Threading and vectorisation optimisations

Question

I'm really new to code optimisation techniques, and I'm currently trying to optimise a loop section of a piece of code, which should be trivially easy.

for (int i = 0; i < N; i++)
{
    array[i] = 0.0f;
    array2[i] = 0.0f;
    array3[i] = 0.0f;
}

I tried to implement vectorisation and threading as follows:

int i;
int loop_unroll = (int) (N/4)*4;

#pragma omp parallel for shared(array,array2,array3)
for(int i = 0; i < loop_unroll; i+=4)
{
    __m128 array_vector = _mm_load_ps(array+i);
    array_vector = _mm_set1_ps(0.0f);

    _mm_store_ps(array+i, array_vector);
    _mm_store_ps(array2+i, array_vector);
    _mm_store_ps(array3+i, array_vector);
}

for(;i<N;i++)
{
    array[i] = 0.0f;
    array2[i] = 0.0f;
    array3[i] = 0.0f;
}

Regardless of the input size N i run this with, the 'optimised' version always takes longer. I thought this was due to the overhead associated with setting up the threads and registers, but for the largest N before the program becomes too slow to use, the overhead still isn't mitigated by the faster code.

This makes me wonder if the optimisation techniques used are implemented incorrectly?
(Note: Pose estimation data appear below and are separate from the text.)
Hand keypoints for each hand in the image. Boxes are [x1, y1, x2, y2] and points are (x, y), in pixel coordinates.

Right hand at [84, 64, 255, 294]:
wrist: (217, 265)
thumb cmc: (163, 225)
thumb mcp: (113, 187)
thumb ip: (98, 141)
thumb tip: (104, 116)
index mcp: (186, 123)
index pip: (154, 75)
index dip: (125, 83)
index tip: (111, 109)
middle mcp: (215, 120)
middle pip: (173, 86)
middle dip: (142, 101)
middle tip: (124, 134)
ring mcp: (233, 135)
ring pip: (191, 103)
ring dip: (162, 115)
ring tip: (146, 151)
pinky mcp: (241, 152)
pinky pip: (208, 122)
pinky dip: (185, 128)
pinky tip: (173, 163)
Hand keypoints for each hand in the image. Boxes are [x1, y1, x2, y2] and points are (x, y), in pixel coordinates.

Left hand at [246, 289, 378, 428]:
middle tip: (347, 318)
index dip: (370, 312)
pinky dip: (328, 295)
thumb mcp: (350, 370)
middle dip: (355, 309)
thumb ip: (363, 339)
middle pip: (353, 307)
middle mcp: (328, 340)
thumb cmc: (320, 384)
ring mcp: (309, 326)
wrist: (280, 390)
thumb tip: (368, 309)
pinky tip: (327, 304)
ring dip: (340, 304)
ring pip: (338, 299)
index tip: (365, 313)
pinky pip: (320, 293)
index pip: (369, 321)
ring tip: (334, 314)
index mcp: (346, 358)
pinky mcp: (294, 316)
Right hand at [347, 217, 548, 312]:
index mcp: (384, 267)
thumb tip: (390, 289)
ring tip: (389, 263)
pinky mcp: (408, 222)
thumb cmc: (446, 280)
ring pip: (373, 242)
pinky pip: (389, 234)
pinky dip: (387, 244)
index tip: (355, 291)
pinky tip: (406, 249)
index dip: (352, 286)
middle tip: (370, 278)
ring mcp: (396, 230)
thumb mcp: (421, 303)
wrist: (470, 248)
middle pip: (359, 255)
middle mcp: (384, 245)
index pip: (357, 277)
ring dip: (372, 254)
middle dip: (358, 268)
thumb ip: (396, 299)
The three arrays are used for calculating forces later in the program. This is the first step, just zeroing out the arrays so they can be used later in the program. Why would doing them at the same time have any effect on performance? Surely seperating it into 3 seperate for loops would be even less efficient? — JustACodingGrunt, Mar 11 '18 at 14:53
This code would defeat the work the optimizer does. It won't use a for-loop. Be sure to look at the -O2 generated machine code. — Hans Passant, Mar 11 '18 at 14:55
[Somewhat related](https://stackoverflow.com/questions/16699247/what-is-cache-friendly-code). I don't know. — user202729, Mar 11 '18 at 14:58
@HansPassant Apologies, forgot to mention the optimizer isn't being used in compiling the code, all compiler based optimisations are disabled for this code. But how would I go about looking at the -O2 output, if I were to activate it? — JustACodingGrunt, Mar 11 '18 at 15:00
@user202729 Is there an alternative to memset in the AVX 512 instruction set? — JustACodingGrunt, Mar 11 '18 at 15:12
Is it still slower if you use *only* vectorization or *only* threading? — Rotem, Mar 11 '18 at 15:44
@Rotem yeah, I've tried every combination to get this loop running quicker than the unoptimsed form, I'm kinda stumped — JustACodingGrunt, Mar 11 '18 at 16:47
Your i in the inner loop is shadowint the i defined outside the parallel region. In what you may have intended as a cleanup loop, i is not intialized, so you may be spending lots of time there. I doubt there is any good way to recover a final value of i when leaving the parallel region, but you can easily calculate the require value to start the cleanup loop. Depending on the age of your CPU, you may need to align the storage; anyway you need to use aligned. nontemporal store tp match memset performance. You are shooting yourself in the foot where any decent compiler can do better. — tim18, Mar 11 '18 at 18:55

score 0 · Answer 1 · answered Mar 12 '18 at 01:45

Compiling + benchmarking with optimization disabled is your main problem. Un-optimized code with intrinsics is typically very slow. It's not useful to compare intrinsics vs. scalar with optimization disabled, gcc -O0 usually hurts intrinsics more.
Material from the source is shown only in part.